We’ll discuss the consequences of these processes and their implications for perpetuating social devaluation, discrimination, and disadvantage.
Most citizens are unaware of the experience of disablement and do not have the opportunity to think critically about social responses to disability and their reflection in the media. Students will develop an awareness of the construction of disability through a combination of theory and illustration in culture and media of New Zealand and internationally and an understanding of how social and economic position, status, privilege, and power contribute to the different experiences of both able-bodied and disabled people.
- Develops student awareness of the processes of the construction of disability in culture and media of New Zealand and internationally.
- Develops students’ critical and reflective thinking alongside an awareness of students’ own identity.
- Examines the role of media such as film, television and photography in the construction of the disabled identity.
- Demonstrates the contribution of ideas and methods from cross-disciplinary research to an understanding of the construction of social responses to disability.
- Conceptualising disability. An examination of traditional societal responses to disability.
- How is disability portrayed? Representation and the use of imagery, populist to art house.
- How is disability portrayed in popular media in New Zealand? Influence of social/economic/contextual factors.
- Disability and advertising. The charity discourse and the use of the media to raise funds.
- The television documentary and disability and as entertainment.
- Disability and film. The genre of human oddity.
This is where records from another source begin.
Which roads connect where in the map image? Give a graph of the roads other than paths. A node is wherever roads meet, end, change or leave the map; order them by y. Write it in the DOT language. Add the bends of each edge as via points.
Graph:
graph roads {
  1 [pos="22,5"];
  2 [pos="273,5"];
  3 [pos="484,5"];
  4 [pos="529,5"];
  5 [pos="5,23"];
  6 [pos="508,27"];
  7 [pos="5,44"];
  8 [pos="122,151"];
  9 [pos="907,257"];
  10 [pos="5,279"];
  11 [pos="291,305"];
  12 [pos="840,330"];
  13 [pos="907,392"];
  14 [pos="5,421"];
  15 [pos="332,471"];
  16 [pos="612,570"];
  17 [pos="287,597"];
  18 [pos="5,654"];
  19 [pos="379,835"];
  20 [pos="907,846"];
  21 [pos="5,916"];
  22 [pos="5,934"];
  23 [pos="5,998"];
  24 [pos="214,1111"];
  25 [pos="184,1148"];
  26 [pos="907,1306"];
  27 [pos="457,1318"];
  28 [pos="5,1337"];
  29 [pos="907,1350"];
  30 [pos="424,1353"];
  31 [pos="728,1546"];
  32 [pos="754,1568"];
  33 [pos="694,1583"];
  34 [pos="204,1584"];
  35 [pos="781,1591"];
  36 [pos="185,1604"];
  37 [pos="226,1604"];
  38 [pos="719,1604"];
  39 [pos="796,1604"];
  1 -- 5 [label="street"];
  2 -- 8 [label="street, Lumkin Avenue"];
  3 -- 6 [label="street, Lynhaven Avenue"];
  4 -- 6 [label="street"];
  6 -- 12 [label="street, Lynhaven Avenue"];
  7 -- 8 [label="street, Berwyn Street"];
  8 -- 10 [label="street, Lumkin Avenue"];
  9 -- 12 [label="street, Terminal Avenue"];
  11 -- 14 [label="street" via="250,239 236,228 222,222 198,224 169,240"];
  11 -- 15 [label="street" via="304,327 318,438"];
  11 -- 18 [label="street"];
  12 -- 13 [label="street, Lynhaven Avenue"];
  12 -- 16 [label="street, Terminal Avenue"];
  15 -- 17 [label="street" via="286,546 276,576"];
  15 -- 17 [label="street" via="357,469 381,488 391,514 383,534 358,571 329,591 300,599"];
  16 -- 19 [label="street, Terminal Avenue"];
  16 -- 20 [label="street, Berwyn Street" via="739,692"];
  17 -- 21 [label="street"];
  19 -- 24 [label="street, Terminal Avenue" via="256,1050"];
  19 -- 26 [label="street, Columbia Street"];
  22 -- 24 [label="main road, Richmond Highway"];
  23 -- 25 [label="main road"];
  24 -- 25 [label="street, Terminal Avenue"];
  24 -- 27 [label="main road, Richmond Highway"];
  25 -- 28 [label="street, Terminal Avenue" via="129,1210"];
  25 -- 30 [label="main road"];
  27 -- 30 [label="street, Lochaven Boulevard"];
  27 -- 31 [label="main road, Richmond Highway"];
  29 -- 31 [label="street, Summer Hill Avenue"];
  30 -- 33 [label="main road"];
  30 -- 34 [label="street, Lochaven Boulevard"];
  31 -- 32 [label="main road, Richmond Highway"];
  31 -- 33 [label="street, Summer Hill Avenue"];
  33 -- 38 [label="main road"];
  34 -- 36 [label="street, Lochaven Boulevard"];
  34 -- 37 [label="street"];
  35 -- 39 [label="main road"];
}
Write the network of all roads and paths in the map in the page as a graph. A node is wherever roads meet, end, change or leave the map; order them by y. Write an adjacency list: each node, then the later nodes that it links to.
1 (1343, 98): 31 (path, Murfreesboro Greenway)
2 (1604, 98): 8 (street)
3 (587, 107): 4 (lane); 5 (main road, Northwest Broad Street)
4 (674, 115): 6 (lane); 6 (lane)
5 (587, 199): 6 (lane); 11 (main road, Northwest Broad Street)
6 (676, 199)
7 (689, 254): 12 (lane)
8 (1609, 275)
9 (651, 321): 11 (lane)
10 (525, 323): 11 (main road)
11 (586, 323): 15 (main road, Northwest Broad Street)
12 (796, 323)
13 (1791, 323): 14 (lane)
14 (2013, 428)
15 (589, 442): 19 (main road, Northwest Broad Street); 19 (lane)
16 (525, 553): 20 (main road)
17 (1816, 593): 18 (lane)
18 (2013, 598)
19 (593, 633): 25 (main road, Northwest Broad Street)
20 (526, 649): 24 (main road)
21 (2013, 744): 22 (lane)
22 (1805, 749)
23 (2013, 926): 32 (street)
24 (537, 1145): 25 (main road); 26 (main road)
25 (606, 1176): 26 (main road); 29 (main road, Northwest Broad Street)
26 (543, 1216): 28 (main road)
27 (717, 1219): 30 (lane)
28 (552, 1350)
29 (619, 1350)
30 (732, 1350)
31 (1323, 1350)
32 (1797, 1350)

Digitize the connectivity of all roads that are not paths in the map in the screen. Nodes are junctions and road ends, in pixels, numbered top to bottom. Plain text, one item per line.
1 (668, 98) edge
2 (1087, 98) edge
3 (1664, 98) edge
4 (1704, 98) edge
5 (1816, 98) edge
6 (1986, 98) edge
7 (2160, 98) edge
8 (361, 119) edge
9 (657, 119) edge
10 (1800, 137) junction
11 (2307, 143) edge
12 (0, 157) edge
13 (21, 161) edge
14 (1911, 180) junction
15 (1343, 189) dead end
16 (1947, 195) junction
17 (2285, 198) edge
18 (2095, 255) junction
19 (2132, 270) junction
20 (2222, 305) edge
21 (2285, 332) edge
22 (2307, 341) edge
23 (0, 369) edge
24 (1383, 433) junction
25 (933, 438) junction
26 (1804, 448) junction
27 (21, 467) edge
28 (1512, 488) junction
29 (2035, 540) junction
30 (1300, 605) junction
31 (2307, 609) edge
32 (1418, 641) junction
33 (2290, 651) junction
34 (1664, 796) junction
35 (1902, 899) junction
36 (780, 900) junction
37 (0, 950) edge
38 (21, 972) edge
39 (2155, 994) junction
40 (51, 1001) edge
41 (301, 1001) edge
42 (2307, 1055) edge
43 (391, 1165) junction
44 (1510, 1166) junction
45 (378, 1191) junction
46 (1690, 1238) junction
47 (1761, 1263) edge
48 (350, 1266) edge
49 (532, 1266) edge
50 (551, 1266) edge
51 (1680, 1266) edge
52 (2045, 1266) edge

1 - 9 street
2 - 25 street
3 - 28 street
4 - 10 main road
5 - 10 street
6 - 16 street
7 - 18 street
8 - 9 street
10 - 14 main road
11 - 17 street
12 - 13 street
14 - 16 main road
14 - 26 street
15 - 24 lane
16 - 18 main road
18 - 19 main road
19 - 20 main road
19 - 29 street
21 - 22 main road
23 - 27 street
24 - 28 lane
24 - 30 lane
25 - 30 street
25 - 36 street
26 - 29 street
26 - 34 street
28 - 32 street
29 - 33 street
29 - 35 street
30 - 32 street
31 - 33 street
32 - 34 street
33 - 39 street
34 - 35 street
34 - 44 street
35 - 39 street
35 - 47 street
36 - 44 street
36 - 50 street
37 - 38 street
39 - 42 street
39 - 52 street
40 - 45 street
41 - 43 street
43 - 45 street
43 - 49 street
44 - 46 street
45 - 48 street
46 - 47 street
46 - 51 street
- The construction of disability in New Zealand cinema.
- The construction of normalcy in movies.
- The viewpoint of the disabled person portrayed in film and documentary. Representing the reality of impairment.
- Disability and portraiture. Photography and painting.
- Ableism and embodiment. Desire and fantasy revisited.
- Review: culture and identity. The construction of disability.
- Reflective journal based on viewing 3 disability related movies (15%).
- An essay (35%).
- An examination (50%).
Book of readings available through UBS.
Selection of films available through audiovisual library.
Additional resources include:
- Cairns, B. & Martin H. (1994). Shadows on the wall: A study of seven New Zealand feature films. Auckland: Longman Paul.
- Ens, A. & Smit, C. (Eds.). Screening disability: Essays on cinema and disability. Lanham, ML:University Press of America.
- Riley, C. (2005). Disability and the media: Prescriptions for change. Lebanon, NH: University Press of New England.
- Sandahl, C. & Auslander, P. (Eds.). Bodies in commotion: Disability and performance. Chicago: The University of Michigan Pres
Rod Wills
Email: r.wills@auckland.ac.nz
Phone: +64 9 373 7599 ext 48652
Margaret McLean
Email: ma.mclean@auckland.ac.nz
Phone: +64 9 373 7599 ext 48691
- "The course has let me rethink my medical understanding of disability" (Medical science pathway)
- Lecturers with "a knowledge of the subject and a passion for it".
- Visual and audio examples were helpful for putting theory into a context, which made it much easier to understand.
- The book of readings was truly invaluable.
- Lecturers had personal knowledge of the situations they were lecturing about.